In my pre-California life, I knew of only two potatoes -- russets in plastic bags, and those "fancy" red potatoes. Now, thanks to farmers like David Little, my relationship with potatoes has changed.
A third-generation Marin County resident, Little went from construction to farming 10 years ago after helping a friend on his ranch. He simply fell in love with the process of growing.
Love or not, the road wasn't easy. A few tough years had him doubting his decision, but Little persevered.

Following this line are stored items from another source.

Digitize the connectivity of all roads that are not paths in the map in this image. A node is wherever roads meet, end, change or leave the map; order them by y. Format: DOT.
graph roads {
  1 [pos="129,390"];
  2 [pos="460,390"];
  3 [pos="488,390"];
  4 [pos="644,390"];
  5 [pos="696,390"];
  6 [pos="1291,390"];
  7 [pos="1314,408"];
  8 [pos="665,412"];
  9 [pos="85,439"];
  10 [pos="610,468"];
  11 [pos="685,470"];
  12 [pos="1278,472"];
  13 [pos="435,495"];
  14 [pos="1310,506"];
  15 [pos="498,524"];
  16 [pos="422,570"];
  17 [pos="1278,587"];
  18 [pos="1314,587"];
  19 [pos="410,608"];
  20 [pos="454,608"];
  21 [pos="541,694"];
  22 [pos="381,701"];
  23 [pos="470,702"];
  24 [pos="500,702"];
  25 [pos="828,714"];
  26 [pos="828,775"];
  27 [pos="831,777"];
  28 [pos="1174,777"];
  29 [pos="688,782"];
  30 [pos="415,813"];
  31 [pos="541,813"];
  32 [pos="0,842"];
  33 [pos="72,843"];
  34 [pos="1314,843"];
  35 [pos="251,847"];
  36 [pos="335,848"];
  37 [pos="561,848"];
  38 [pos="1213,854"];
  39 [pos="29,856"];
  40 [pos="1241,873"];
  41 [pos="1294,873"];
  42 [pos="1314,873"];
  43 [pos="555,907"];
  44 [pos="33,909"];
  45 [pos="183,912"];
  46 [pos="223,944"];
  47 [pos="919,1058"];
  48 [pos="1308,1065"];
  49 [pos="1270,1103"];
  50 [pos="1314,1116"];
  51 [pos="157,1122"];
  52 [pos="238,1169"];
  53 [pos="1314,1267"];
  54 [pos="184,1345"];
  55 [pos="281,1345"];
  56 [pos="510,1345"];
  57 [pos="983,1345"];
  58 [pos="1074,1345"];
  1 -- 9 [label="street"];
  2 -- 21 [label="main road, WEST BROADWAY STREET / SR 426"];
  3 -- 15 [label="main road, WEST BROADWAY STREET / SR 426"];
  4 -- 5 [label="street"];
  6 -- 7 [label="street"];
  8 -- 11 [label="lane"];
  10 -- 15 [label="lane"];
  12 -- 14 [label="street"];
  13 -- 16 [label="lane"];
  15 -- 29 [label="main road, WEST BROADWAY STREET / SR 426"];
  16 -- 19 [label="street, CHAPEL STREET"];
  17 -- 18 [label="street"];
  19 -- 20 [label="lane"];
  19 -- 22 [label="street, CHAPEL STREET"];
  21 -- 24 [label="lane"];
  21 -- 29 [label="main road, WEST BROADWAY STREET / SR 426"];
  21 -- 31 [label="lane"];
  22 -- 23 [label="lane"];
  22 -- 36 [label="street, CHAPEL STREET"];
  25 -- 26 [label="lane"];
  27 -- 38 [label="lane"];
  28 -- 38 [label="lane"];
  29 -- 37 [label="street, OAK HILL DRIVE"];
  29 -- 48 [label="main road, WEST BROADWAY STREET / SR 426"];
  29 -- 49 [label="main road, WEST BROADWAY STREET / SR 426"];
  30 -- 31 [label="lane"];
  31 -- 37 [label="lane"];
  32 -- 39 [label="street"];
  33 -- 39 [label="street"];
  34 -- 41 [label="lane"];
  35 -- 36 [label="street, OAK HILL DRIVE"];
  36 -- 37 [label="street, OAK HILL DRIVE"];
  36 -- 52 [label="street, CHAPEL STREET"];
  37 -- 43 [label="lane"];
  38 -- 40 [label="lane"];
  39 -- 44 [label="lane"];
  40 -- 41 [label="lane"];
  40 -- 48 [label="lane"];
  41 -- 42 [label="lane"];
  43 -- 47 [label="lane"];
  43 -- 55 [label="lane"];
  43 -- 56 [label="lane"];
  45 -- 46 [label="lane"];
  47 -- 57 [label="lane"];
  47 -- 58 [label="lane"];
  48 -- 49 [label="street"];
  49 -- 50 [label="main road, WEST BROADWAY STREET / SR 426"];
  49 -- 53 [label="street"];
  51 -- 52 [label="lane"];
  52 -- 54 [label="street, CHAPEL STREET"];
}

What's made it worthwhile, he says, is "laughing and sharing with my customers at the farmers' market, seeing the creativity of chefs using my products and the spectacular awesomeness of working in nature." Little Organic Farm produces about 20 potato varieties, including huckleberry, Purple Vikings, Carolas and Russian Banana Fingerlings.
Little's purple-fleshed potatoes make an eye-appealing fluffy mash, roasted fingerlings add playful shapes to a dinner plate, yellow-fleshed German Butterballs, as the name implies, supply a rich, buttery flavor to all of its versatile preparations.
He likes the white-fleshed medium-starch Kennebecs for french fries, and Yellow Finns in a warm potato salad.
The farmer tests new kinds of potatoes, as well as other crops such as tomatoes and strawberries, in an experimental plot at his home in Tomales. But his commercial acreage is on five leased ranches, each unique in climate and soil, throughout western Marin and Sonoma counties.
All of the ranches are certified organic, which Little believes is important, but he also values sustainability. "We have a responsibility to be conscientious of other farmers and practices that protect the land," Little says.
Little's potatoes are dry farmed, which means that the soil's natural moisture provides the crop's water supply. After the spring rains, the land is turned and rolled over to form a seal, trapping in moisture. The result is potatoes with rich, intense flavor, undiluted by excess watering.
Although challenging, one advantage of being a smaller farm according to Little is this "hands-on" approach. Because the crops get more attention, Little says, they taste better.
In keeping with his philosophy, Little donates some of his harvest to Sonoma County's Committee on the Shelterless for the program's Petaluma Kitchen and Food for Families grocery service.
"Our potatoes feed a diversity of people, from the homeless in soup kitchens to the guests of great restaurants," Little says.
Those restaurants include Greens and Zuni Cafe in San Francisco, and Lark Creek Inn in Larkspur, where Little's produce has been part the portfolio of local, sustainable purveyors for years, outlasting six chefs.
Joking that he "inherited the potatoes," Lark Creek chef Michael Otsuka believes that Little's farming methods increase the "expression of character in the potatoes and maximize the flavor."